In spite of his godly heritage, Samson’s record was anything but exemplary. He grieved his godly parents, made friends with the Philistines, married a heathen woman, and alienated himself from those of his own nation. 

Samson paid a great price for not following God’s perfect plan. He shared the secret of his great strength: his Nazarite vow to not cut his hair. Due to more of his poor choices, he found himself in the arms of his enemy (Delilah) who cut his hair. Immediately his strength was gone. Captured and blinded by the Philistines, he was forced to work turning a human-powered gristmill in a Philistine prison. 

The Philistines credited their victory over Samson to their god Dagon, and they gathered at Gaza for a great feast to praise their god. (Dagon was a god of fertility whom the Philistines had borrowed from the Canaanites.) Samson’s hair had grown long again. In a final dramatic act, and through the help of God, Samson pulled down a building destroying many of the main people in the Philistine government and military. 

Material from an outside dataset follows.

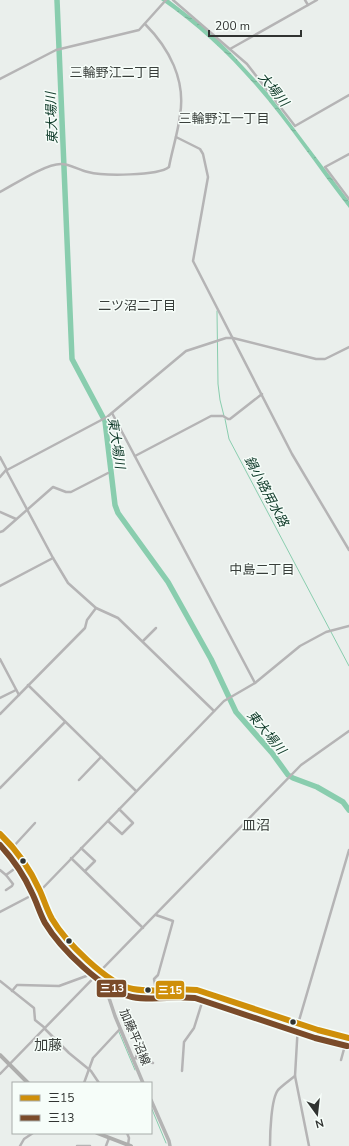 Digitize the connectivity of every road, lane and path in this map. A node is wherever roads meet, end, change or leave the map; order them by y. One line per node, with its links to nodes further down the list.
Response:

These chapters also record instances of idolatry, a disturbing account of a rape, murder, and the civil war between Israel’s tribes. It is hard to believe that these were God’s chosen people, but this passage serves as a warning to us that sometimes what is right in a person’s own eyes can be far from God’s will, and even outright sin.

questions
  1. At Samson’s birth, how long had the Israelites been under the rule of the Philistines? (Judges 13:1) What are some possible reasons for such a long period of oppression?
     
  2. What special instructions were given to Samson’s parents regarding his upbringing? Judges 13:7
     
  3. Under the dispensation of grace, which of our three foundational experiences is most like a Nazarite’s vow? Why?
     
  4. What are some of the heartaches Samson could have avoided if he had married a godly woman? (Judges 16:4-21) What are some contemporary parallels we can draw from this aspect of his life?
     
  5. After Samson failed God, he was given another chance right at the end of his life to follow God’s will. Does everyone get another chance? How can we best accomplish God’s plan for our lives?
     
  6. Judges 17 and 18 record a dispute between Micah and the soldiers from the tribe of Dan. What was it about? What sort of things do we see in our world today that parallels this kind of dispute?
     
  7. In Judges 19, we read of a horrible crime that was committed by members of the tribe of Benjamin. What was the nation of Israel’s response when the word got out? Judges 20:1-2
     
  8. What did the army ask of the tribe of Benjamin? What happened as a result of their response? Judges 20:13
     
  9. In an effort to salvage the tribe of Benjamin, what additional wrongs did the Israelites do as a means of trying to correct an earlier wrong? 
     
  10. What does this lesson teach us about the dangers of “toying” with wrong?
conclusion

A key point that can be drawn from this lesson is the need to constantly seek God’s will rather than to do what seems right at the moment. These three accounts are extreme examples that show it is much better when a person is acting within God’s perfect will.